Extracted entries:
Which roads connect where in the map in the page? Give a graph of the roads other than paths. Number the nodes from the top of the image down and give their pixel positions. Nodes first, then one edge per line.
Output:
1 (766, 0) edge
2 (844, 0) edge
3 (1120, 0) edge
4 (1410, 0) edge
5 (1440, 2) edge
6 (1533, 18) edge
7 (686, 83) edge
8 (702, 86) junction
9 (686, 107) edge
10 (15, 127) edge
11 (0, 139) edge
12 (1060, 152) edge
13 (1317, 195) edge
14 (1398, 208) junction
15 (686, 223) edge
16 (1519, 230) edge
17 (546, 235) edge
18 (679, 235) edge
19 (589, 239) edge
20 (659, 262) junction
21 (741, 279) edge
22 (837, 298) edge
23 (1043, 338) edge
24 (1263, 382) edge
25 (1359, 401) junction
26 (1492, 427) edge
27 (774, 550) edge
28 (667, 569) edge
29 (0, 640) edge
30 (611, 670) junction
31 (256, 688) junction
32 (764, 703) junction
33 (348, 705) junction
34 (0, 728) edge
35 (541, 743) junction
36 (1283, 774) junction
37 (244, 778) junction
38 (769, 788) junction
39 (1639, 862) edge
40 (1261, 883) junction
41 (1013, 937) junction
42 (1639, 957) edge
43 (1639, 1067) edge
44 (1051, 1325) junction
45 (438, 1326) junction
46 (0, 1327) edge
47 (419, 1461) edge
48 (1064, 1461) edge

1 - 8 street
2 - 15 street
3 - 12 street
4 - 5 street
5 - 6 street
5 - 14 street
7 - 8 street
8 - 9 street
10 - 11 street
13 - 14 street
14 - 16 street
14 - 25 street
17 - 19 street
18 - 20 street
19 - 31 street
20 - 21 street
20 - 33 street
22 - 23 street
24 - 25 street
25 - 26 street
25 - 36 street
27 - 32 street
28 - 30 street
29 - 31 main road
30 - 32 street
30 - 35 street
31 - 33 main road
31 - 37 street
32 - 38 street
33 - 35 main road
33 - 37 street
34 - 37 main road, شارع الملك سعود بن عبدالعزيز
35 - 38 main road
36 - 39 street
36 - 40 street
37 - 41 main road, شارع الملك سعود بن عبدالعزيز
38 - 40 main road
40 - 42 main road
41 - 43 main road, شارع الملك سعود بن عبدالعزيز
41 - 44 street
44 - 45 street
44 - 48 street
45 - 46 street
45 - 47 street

Exercise objective: Where a line of the data above includes the string "سعود", pull it out.

Answer section:
34 - 37 main road, شارع الملك سعود بن عبدالعزيز
37 - 41 main road, شارع الملك سعود بن عبدالعزيز
41 - 43 main road, شارع الملك سعود بن عبدالعزيز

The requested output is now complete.